Pagi ini suasana sangat panas. Matahari seakan berada diatas kepala. Keringat sudah bercucuran akibat terus berdiri ditengah lapangan.
"Ishhh..., ini kapan selesainya sih? Ceramah mulu. Tuh bibirnya gak capek apa?" Gerutu Vera sambil mengibas-ngibaskan tangannya keudara. Telinganya seakan berdenyut sakit ketika mendengar ocehan yang tidak kian berhenti.

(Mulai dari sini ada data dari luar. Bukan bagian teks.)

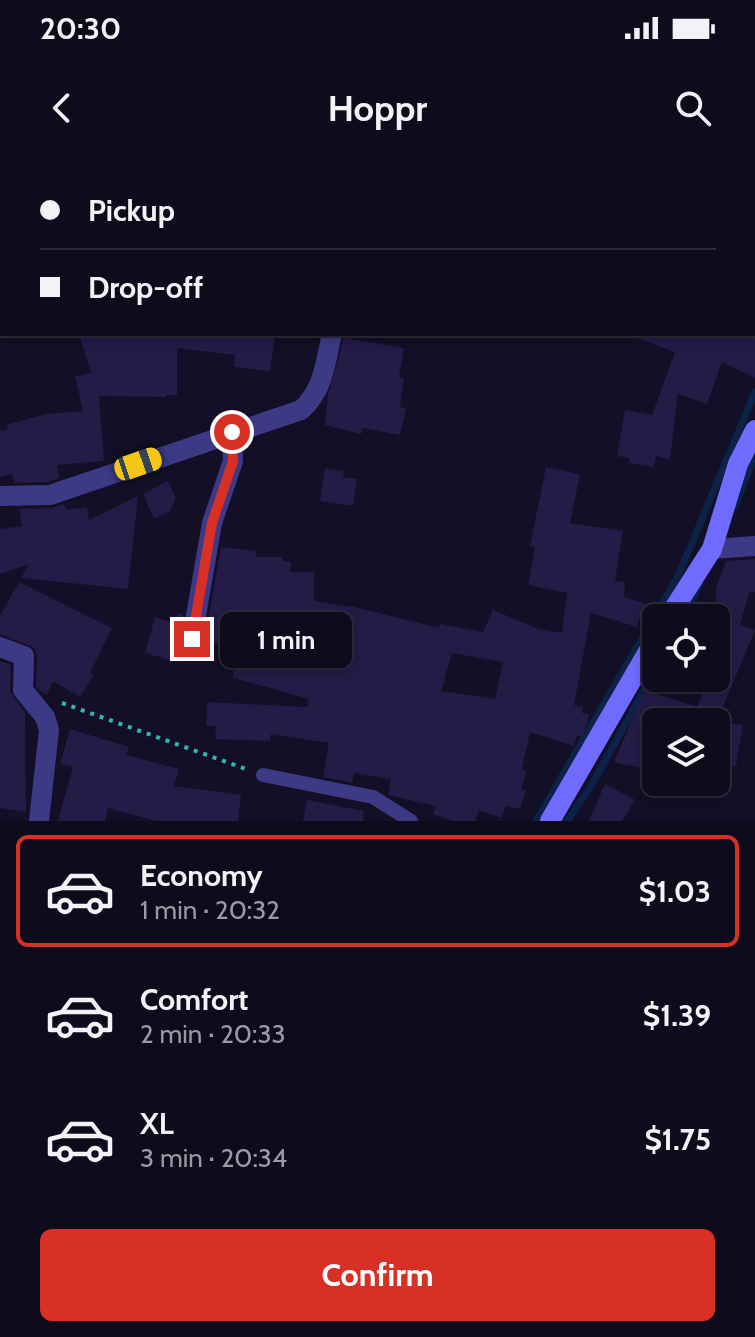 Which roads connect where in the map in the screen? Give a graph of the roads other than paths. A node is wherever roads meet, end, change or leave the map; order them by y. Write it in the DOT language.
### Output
graph roads {
  1 [pos="332,336"];
  2 [pos="755,430"];
  3 [pos="232,432"];
  4 [pos="0,496"];
  5 [pos="755,546"];
  6 [pos="712,549"];
  7 [pos="677,604"];
  8 [pos="192,639"];
  9 [pos="0,647"];
  10 [pos="642,662"];
  11 [pos="263,775"];
  12 [pos="39,821"];
  13 [pos="411,821"];
  14 [pos="550,821"];
  1 -- 3 [label="street"];
  2 -- 6 [label="street"];
  3 -- 4 [label="street"];
  3 -- 8 [label="street"];
  5 -- 6 [label="street"];
  6 -- 7 [label="street"];
  9 -- 12 [label="street"];
  10 -- 14 [label="street"];
  11 -- 13 [label="lane"];
} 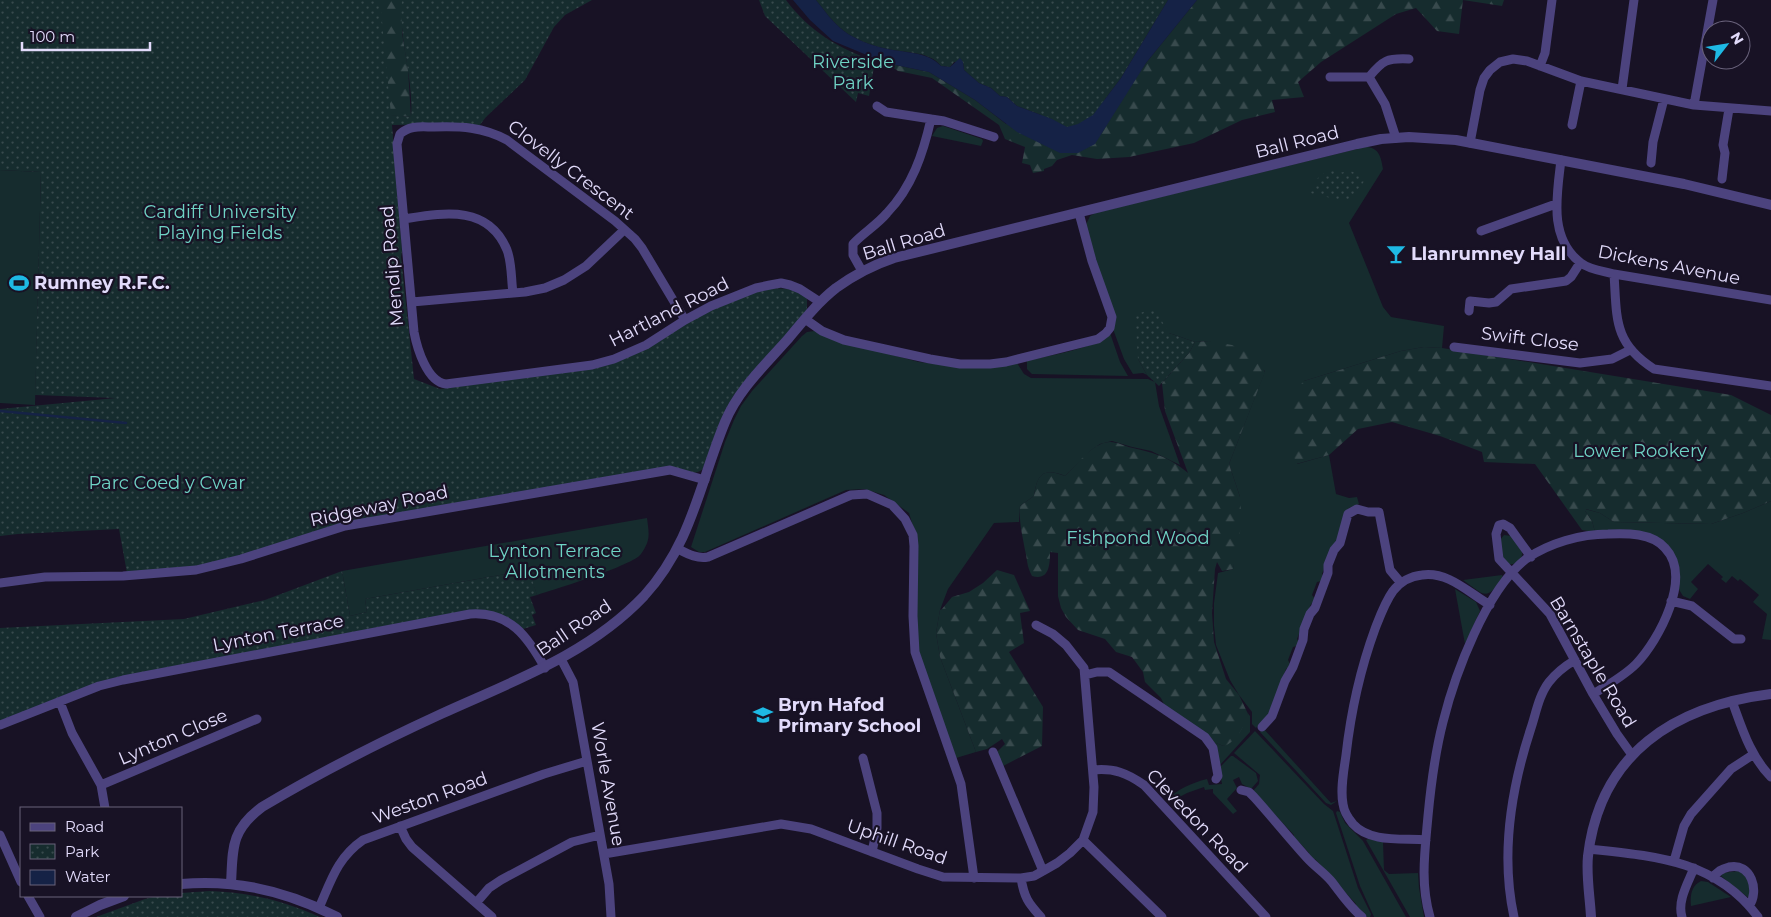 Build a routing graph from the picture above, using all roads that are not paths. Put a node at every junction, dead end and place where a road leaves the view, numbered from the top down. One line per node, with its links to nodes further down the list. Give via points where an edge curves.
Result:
1 (1552, 0): 5 (street, via 1545,53)
2 (1634, 0): 9 (street)
3 (1713, 0): 12 (street)
4 (1409, 59): 7 (street, via 1386,60)
5 (1540, 66): 8 (street); 21 (street, via 1513,58 1490,70 1480,90)
6 (1330, 77): 7 (street)
7 (1369, 77): 19 (street, via 1385,104)
8 (1581, 81): 9 (street); 17 (street)
9 (1622, 89): 10 (street)
10 (1664, 99): 12 (street); 23 (street)
11 (1771, 100): 15 (street)
12 (1694, 105): 14 (street)
13 (877, 106): 16 (street, via 886,112)
14 (1729, 109): 15 (street); 24 (street, via 1722,145 1725,153)
15 (1770, 111)
16 (931, 119): 18 (street); 32 (street, via 920,160 901,197 853,244 853,256)
17 (1572, 125)
18 (994, 137)
19 (1396, 138): 21 (street, Ball Road, via 1432,137); 27 (street, Ball Road, via 1357,144)
20 (397, 140): 28 (street, Mendip Road); 29 (street, Clovelly Crescent, via 411,127 460,126 493,133 519,148)
21 (1470, 143): 22 (street, Ball Road)
22 (1561, 160): 25 (street, Dickens Avenue); 26 (street, Ball Road)
23 (1651, 162)
24 (1722, 179)
25 (1556, 204): 30 (street); 31 (street, Dickens Avenue, via 1558,227 1565,245)
26 (1771, 205)
27 (1079, 213): 32 (street, Ball Road, via 894,258); 39 (street, via 1112,316 1110,328 1098,339 1006,362 960,364 836,338)
28 (404, 219): 34 (street, via 451,213 484,224 498,236 507,251); 36 (street, Mendip Road)
29 (624, 230): 34 (street, via 572,275 545,288); 40 (street, Clovelly Crescent, via 642,248)
30 (1481, 231)
31 (1580, 263): 33 (street, Dickens Avenue); 38 (street, via 1566,281 1511,289 1496,302 1470,301)
32 (862, 271): 37 (street, Ball Road)
33 (1614, 274): 35 (street, Dickens Avenue); 42 (street, via 1618,324)
34 (513, 293): 36 (street)
35 (1771, 300)
36 (412, 302): 43 (street, Mendip Road, via 417,345 431,375)
37 (820, 302): 39 (street, Ball Road); 40 (street, Hartland Road, via 800,288 780,283 734,296)
38 (1468, 311)
39 (805, 319): 45 (street, Ball Road, via 736,400 722,428)
40 (686, 320): 43 (street, Hartland Road, via 646,345 602,362 446,384)
41 (1454, 347): 42 (street, Swift Close, via 1580,363 1612,360)
42 (1630, 350): 44 (street, via 1654,370)
43 (438, 382)
44 (1771, 386)
45 (705, 480): 46 (street, Ball Road); 49 (street, Ridgeway Road, via 670,470 364,522 196,570 132,576 45,577)
46 (678, 549): 55 (street, Ball Road, via 655,583 631,608 599,635); 88 (street, via 708,558 851,495 876,497 898,511 913,535 915,652 961,784)
47 (1531, 557): 48 (street); 48 (street, Barnstaple Road, via 1510,528 1503,524 1499,526 1496,534 1499,559); 51 (street, via 1566,540 1584,536 1646,537 1660,543 1674,561)
48 (1513, 574): 52 (street); 56 (street, Barnstaple Road, via 1550,614)
49 (0, 583)
50 (1401, 583): 52 (street, via 1424,574 1442,576); 65 (street, via 1390,570 1379,512 1360,508 1352,510 1328,565 1328,573 1304,629 1293,666 1272,716); 81 (street, via 1385,606 1359,680 1348,737 1342,798 1349,818 1361,831 1385,838)
51 (1672, 601): 54 (street, via 1692,606 1734,639); 59 (street, via 1658,634 1642,657 1621,677)
52 (1490, 605): 81 (street, via 1464,656 1445,712 1435,758)
53 (1036, 625): 58 (street, Uphill Road, via 1066,645 1080,662)
54 (1741, 639)
55 (561, 659): 57 (street, Ball Road); 70 (street, Worle Avenue, via 573,682)
56 (1575, 660): 59 (street, Barnstaple Road); 109 (street, via 1559,671 1545,687 1520,762 1507,841)
57 (545, 668): 62 (street, Lynton Terrace, via 518,630 498,618 477,614 123,680); 93 (street, Ball Road, via 407,731 262,807 247,820 234,842)
58 (1085, 675): 71 (street, Uphill Road); 73 (street, via 1109,672 1205,737 1213,748)
59 (1593, 694): 68 (street, Barnstaple Road)
60 (1771, 694): 61 (street)
61 (1732, 701): 67 (street); 68 (street, via 1671,725)
62 (60, 702): 64 (street, Lynton Terrace); 74 (street, via 72,733)
63 (257, 719): 74 (street, Lynton Close)
64 (0, 725)
65 (1262, 727)
66 (993, 752): 87 (street)
67 (1754, 754): 72 (street); 85 (street, via 1732,769 1691,814)
68 (1632, 755): 82 (street, via 1601,802)
69 (863, 758): 83 (street, via 877,813)
70 (587, 761): 77 (street, Weston Road); 79 (street, Worle Avenue)
71 (1093, 770): 80 (street, Uphill Road, via 1094,804); 106 (street, Clevedon Road, via 1117,770 1144,785)
72 (1771, 777)
73 (1216, 779)
74 (101, 785): 76 (street)
75 (1241, 790): 107 (street, via 1250,792)
76 (104, 807)
77 (400, 826): 96 (street, via 412,847); 98 (street, Weston Road, via 368,837 349,850 339,863)
78 (0, 835): 91 (street)
79 (600, 835): 84 (street, Worle Avenue); 96 (street, via 572,842 501,880)
80 (1083, 840): 87 (street, Uphill Road); 105 (street)
81 (1426, 840): 108 (street, via 1423,881)
82 (1589, 849): 85 (street); 110 (street)
83 (872, 852): 84 (street, Uphill Road, via 811,829 781,824); 88 (street, Uphill Road, via 932,874)
84 (604, 854): 103 (street, Worle Avenue)
85 (1674, 860): 86 (street)
86 (1694, 868): 90 (street); 111 (street, via 1682,899)
87 (1043, 871): 89 (street, Uphill Road)
88 (974, 878): 89 (street, Uphill Road)
89 (1021, 878): 104 (street, via 1024,895)
90 (1713, 878): 97 (street); 97 (street, via 1719,871 1733,866 1747,870 1754,893)
91 (20, 880)
92 (182, 884): 93 (street)
93 (231, 884): 98 (street, via 269,890)
94 (29, 897): 99 (street)
95 (118, 897): 100 (street)
96 (476, 903): 102 (street)
97 (1749, 906): 112 (street)
98 (319, 908): 101 (street)
99 (40, 917)
100 (76, 917)
101 (337, 917)
102 (492, 917)
103 (611, 917)
104 (1041, 917)
105 (1162, 917)
106 (1266, 917)
107 (1362, 917)
108 (1430, 917)
109 (1514, 917)
110 (1591, 917)
111 (1682, 917)
112 (1758, 917)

"Woy Sya, Lo ngerasa kepanasan gak sih?" Tanya Vera kepada Gesya yang masih tegak berdiri walau sedikit ogah-ogahan.
"Yaiyalah, lo gak lihat apa tuh matahari terik banget. Serasa ingin pecah kepala gue gara-gara kepanasan" Kesal Gesya kepada Vera yang sok-sok'an nanya panas atau gak kepada dirinya. Emang Vera kira hanya dia yang kepanasan. Dirinya juga kalik. Geram Gesya sambil memutar kedua bola matanya malas.
"Heee..., kirain lo gak gitu." Cengir Vera tanpa rasa bersalah. Rambut panjangnya yang terurai indah jadi lepek terkena keringat.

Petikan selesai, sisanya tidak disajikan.